Au cours de ces dernières années, en accompagnant les jeunes lors de visites et de rencontres dans leurs communautés et à la maison du Mouvement ATD Quart Monde, nous avons appris de leurs problèmes divers ou des situations qu’ils doivent affronter : abandon de leurs études, recrutement pour faire partie des gangs, consommation de drogues, violence, grossesse des adolescentes1. La situation économiquement difficile de la famille les pousse à chercher un travail pour lequel ils ne sont pas reconnus.

En effet, selon le Rapport de référence sur l’état des droits de la jeunesse au Guatemala, mené par le Bureau du Procureur des droits humains (PDH) et le Fonds des Nations unies pour la population (UNFPA) :

« Les jeunes entre 13 et 29 ans ont un accès limité aux services publics et leurs droits sont violés en permanence, perpétuant ainsi la transmission de la pauvreté intergénérationnelle, concentrée sur 82,2 % de la jeunesse.

Selon l’Enquête Nationale sur les conditions de vie (ENCOVI) réalisée en 2014, le Guatemala comptait près de 15,9 millions d’habitants, dont 34,3 % avaient entre 13 et 29 ans.

La majorité des jeunes entre 13 et 29 ans voit ses conditions de pauvreté augmenter au Guatemala, 59,5 % vivaient dans un foyer pauvre en 2014 et 22,7 % vivaient dans un foyer très pauvre.

L’analyse réalisée confirme que dans le taux de participation économique, sur un total de jeunes qui ont entre 14 et 29 ans, la proportion qui travaille ou cherche du travail représente 57 % ; et 98 jeunes sur 100 insérés dans le marché du travail ne bénéficient pas des conditions minimales qui garantissent l’accès à un travail décent.

La violence dont souffrent les adolescent·e·s et les jeunes est directement liée à la négation de la jouissance de leurs droits humains fondamentaux ; ces carences les exposent à d’éventuels risques qui les convertissent en victimes quand ils font l’objet de menaces, ou en agresseurs quand le milieu social les entraîne vers les bandes de jeunes, les gangs, le crime organisé, achevant de les criminaliser à un jeune âge. »

Difficultés et défis

Les parents ne cessent de soutenir leurs enfants car ils veulent pour eux autre chose que ce qu’ils ont connu, ils veulent qu’ils aient de meilleures chances, qu’ils puissent se former, qu’ils puissent mieux se débrouiller dans la vie.

« En ce qui concerne l’emploi, les portes sont fermées pour nos jeunes, ils disent que les jeunes ne sont pas formés » dit Blanca Méndez, tandis que Brenda ajoute :

« Si, les jeunes sont formés, mais ils n’ont pas d’expérience, et comment vont-ils en acquérir si on ne leur en donne pas l’opportunité ? »

Les adolescent·e·s et les jeunes cherchent très tôt du travail et effectuent des travaux très durs.
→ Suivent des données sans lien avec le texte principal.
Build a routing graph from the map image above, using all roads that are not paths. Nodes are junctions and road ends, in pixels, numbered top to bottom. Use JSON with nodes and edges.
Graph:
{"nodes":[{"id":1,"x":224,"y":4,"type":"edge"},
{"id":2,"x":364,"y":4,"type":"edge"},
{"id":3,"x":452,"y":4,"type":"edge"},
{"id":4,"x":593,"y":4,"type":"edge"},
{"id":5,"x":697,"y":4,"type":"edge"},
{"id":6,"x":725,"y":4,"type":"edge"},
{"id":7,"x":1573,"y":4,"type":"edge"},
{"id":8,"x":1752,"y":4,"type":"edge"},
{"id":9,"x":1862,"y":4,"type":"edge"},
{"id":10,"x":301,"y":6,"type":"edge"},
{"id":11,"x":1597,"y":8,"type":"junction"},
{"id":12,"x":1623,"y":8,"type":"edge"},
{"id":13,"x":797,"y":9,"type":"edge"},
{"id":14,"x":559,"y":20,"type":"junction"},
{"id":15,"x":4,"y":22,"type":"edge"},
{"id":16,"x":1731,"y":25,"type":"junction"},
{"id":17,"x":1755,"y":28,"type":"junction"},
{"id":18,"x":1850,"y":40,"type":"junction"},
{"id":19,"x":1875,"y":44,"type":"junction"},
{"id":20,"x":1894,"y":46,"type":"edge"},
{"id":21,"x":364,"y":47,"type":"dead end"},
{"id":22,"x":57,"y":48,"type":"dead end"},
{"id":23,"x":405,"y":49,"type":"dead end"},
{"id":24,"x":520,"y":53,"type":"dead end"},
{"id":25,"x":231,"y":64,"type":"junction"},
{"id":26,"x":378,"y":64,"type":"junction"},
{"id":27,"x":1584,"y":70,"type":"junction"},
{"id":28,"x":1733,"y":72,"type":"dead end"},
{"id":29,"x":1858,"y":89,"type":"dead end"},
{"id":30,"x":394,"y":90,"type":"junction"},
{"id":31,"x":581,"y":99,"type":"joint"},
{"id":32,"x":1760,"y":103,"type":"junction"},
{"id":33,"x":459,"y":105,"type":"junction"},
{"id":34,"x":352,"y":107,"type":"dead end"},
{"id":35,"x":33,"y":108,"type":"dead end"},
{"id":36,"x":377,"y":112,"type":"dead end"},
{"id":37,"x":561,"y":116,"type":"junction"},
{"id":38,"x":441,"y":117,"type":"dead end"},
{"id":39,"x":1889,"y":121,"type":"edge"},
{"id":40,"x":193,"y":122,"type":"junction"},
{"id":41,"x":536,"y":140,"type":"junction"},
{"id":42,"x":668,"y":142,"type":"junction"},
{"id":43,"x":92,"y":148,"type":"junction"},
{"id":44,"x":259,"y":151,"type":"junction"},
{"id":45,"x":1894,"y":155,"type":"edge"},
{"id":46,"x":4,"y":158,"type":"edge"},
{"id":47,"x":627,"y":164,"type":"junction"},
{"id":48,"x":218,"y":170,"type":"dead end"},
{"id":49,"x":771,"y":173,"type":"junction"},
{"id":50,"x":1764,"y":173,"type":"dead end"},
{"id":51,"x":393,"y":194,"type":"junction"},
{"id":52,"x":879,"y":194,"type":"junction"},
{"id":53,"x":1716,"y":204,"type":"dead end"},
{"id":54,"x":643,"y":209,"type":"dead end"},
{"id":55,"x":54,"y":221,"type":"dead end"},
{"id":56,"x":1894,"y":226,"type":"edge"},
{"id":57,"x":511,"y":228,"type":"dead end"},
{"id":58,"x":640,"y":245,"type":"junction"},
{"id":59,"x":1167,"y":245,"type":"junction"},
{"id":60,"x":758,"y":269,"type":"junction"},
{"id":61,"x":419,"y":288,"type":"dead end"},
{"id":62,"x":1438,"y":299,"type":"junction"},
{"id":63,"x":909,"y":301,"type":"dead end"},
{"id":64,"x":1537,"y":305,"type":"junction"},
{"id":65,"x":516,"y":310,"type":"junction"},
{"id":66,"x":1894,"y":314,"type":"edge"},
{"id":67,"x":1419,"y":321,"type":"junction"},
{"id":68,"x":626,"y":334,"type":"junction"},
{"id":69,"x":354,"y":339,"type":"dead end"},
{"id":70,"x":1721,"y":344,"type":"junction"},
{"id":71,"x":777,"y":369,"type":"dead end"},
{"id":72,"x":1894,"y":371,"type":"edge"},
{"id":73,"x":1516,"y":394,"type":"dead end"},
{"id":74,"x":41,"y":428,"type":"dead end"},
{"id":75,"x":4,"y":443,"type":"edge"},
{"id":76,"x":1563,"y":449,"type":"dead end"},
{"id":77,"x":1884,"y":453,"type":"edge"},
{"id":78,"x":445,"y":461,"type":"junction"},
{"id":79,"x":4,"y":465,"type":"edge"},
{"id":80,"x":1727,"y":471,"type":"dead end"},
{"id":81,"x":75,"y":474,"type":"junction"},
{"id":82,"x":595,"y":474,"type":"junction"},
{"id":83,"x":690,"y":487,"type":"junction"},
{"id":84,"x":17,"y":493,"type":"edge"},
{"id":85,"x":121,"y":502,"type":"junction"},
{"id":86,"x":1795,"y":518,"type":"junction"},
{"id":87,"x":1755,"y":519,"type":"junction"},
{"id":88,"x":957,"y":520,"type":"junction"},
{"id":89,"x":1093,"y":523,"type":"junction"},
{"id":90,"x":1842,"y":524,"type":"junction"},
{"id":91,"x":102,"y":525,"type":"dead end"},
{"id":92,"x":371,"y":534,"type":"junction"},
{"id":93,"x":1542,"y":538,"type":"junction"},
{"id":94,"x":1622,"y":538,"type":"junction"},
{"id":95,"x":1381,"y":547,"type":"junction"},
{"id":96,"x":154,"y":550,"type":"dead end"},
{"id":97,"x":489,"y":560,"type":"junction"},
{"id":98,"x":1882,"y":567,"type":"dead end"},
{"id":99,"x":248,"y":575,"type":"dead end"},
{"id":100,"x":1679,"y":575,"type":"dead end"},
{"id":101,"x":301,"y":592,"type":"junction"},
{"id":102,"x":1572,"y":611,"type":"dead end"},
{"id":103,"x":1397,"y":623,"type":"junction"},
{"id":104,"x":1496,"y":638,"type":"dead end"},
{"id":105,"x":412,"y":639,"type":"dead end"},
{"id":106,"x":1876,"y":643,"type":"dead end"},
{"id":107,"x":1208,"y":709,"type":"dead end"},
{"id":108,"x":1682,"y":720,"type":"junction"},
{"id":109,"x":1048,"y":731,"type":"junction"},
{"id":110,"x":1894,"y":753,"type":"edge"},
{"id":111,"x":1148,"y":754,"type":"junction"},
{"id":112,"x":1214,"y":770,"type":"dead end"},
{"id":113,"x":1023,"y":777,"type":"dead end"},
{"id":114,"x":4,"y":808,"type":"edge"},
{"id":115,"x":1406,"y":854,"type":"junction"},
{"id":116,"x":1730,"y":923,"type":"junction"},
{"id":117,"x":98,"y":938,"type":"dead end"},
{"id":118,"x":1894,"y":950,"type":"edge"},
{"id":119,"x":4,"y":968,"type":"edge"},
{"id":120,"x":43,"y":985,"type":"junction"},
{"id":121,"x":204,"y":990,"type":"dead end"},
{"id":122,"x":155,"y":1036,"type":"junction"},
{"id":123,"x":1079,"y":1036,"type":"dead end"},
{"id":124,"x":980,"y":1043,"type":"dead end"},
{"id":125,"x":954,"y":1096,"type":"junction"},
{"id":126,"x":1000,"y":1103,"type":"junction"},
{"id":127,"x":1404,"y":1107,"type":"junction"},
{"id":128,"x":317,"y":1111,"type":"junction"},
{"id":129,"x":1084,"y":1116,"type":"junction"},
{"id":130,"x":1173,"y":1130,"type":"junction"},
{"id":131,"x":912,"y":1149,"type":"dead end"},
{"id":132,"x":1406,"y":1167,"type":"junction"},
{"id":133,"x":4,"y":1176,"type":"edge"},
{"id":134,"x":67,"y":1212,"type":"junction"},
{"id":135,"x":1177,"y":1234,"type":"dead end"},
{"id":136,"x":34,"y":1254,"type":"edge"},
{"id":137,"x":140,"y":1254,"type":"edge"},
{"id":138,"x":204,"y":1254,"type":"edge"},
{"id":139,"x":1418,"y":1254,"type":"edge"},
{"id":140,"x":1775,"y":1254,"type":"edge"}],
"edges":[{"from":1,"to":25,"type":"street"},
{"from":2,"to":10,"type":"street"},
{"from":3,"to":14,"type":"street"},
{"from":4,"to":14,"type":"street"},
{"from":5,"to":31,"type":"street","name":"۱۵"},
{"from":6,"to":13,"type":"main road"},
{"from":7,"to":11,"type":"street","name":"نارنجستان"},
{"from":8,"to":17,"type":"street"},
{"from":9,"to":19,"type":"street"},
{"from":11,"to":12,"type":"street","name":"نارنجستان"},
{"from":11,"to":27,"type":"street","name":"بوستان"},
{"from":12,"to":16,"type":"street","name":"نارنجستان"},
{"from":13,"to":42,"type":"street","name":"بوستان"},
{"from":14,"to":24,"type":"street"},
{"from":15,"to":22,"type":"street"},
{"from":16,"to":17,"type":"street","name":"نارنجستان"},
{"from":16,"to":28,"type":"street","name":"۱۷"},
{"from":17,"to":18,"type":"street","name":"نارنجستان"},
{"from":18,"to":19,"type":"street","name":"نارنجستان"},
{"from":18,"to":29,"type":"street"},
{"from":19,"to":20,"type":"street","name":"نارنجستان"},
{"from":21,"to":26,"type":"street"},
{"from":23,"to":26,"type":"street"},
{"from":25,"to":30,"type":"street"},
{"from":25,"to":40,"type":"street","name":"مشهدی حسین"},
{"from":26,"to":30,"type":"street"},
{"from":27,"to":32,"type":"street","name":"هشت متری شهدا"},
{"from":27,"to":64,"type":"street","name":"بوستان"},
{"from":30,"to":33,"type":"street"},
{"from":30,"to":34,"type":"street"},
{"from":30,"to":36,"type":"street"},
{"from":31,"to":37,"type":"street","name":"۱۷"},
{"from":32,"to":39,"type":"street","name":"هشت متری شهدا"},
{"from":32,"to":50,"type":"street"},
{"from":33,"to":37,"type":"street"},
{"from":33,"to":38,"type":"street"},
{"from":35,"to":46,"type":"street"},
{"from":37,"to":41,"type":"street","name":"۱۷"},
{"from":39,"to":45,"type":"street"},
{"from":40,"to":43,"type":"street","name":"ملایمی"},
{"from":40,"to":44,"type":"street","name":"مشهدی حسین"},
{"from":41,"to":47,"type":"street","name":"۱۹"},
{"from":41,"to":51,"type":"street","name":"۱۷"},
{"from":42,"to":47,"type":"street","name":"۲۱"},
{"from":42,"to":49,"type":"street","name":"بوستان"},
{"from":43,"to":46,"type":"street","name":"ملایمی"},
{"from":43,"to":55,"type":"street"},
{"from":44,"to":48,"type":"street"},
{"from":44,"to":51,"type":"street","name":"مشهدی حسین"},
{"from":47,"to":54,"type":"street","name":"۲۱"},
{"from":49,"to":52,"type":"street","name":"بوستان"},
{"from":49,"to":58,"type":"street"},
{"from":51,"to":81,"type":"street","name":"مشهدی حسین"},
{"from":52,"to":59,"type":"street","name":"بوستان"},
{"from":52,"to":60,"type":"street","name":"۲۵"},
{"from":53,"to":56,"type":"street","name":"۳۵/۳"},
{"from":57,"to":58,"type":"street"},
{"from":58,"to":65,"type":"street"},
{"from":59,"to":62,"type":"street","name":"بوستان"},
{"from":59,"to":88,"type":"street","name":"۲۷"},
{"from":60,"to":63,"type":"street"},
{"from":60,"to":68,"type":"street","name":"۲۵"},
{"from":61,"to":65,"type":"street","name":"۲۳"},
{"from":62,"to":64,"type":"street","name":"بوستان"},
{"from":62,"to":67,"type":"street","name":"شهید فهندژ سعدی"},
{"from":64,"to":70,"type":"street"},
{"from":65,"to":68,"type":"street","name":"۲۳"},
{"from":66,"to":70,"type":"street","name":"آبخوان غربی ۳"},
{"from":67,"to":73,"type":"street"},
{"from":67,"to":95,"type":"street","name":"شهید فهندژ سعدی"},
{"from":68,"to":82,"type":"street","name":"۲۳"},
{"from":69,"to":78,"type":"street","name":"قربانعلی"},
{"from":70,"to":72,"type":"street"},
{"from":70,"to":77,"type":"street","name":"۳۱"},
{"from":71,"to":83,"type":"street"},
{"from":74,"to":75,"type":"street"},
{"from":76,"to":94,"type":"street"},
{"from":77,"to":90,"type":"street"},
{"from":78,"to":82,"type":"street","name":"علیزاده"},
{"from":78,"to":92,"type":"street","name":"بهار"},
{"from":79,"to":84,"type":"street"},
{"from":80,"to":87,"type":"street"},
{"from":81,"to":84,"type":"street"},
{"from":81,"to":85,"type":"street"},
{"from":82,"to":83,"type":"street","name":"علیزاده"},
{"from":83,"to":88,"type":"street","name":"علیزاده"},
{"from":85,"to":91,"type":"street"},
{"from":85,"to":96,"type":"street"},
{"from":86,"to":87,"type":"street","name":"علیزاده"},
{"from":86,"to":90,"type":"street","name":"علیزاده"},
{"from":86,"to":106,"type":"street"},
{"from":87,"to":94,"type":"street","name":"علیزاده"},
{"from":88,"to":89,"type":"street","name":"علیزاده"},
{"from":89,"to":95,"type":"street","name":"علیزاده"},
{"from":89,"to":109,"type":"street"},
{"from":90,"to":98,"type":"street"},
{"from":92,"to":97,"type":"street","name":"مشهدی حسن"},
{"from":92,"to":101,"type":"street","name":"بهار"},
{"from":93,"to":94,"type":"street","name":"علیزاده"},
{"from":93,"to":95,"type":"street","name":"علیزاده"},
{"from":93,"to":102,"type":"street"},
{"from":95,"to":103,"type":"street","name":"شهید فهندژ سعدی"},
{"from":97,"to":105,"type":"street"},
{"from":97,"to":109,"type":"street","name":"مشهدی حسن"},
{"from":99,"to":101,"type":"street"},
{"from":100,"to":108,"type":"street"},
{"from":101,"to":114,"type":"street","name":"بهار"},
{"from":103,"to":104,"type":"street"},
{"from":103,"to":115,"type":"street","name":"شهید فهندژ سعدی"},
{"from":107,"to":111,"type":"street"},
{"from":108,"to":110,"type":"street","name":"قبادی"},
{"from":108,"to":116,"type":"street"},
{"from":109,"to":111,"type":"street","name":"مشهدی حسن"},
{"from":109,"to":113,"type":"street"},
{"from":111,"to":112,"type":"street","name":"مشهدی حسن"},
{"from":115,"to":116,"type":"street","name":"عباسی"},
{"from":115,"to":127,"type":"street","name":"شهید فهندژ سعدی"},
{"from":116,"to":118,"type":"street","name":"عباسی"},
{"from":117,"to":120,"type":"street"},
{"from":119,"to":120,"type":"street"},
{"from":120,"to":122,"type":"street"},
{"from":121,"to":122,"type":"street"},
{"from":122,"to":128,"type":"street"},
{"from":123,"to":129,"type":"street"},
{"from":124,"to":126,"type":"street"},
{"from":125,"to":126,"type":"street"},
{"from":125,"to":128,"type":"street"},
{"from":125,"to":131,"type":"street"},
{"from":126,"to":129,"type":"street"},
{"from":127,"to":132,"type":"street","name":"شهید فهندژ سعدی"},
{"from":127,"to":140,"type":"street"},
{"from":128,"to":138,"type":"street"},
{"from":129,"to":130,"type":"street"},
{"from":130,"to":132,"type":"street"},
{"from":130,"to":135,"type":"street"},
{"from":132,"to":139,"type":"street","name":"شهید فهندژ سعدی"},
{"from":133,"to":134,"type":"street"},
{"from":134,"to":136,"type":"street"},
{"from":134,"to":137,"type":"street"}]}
Voici quelques expériences dont ils nous ont fait part au cours de notre accompagnement :

« J’ai été vendeur dans un local de vente de disques, de chaussures et autres, j’ai appris comment on gagne de l’argent en travaillant de 8h à 21h pour un salaire de 300 Q.2
J’ai travaillé dans le recyclage et la collecte de boîtes de conserve, de verre et autres, c’était très dur, je travaillais de 6h du matin à 7h du soir pour un salaire de 200 Q. par semaine mais ils me donnaient seulement la moitié, 100 Q. »
, Anayeli Ramirez.

Le salaire minimum décrété pour l’année 2019 est de 2992,37 Q. par mois, ce qui ne couvre pas les frais de subsistance des familles. Le panier moyen de la ménagère – qui est l’ensemble des produits alimentaires nécessaires à satisfaire a minima les besoins de la famille – était en 2019 d’environ 3597 Q.

« … Dans la restauration, on souffre parfois de brûlures ; parfois on vend, parfois non, alors on perd le capital… », Sindi Sequen.

Les différents risques qu’ils courent, tant au niveau physique qu’au niveau de la perte de leurs petits capitaux, nous en apprennent beaucoup sur les efforts que fournissent ces petits entrepreneurs.

« … Avant, je vendais des bonbons à l’université et par peur de la répression policière – police privée de l’université publique – j’ai arrêté. », Brandon Revolorio.

« … Mes expériences de travail : j’ai été vendeur-ferrailleur, j’ai travaillé au recyclage en zone 3 ; fouiller les déchets est un travail désagréable. On doit sélectionner. Ce que d’autres n’utilisent plus, nous on le prend. C’est une mine d’or, c’est un travail qui n’est pas bien reconnu, un travail discriminé par la société, marginalisé par la société et le gouvernement. », Luis Zepeda.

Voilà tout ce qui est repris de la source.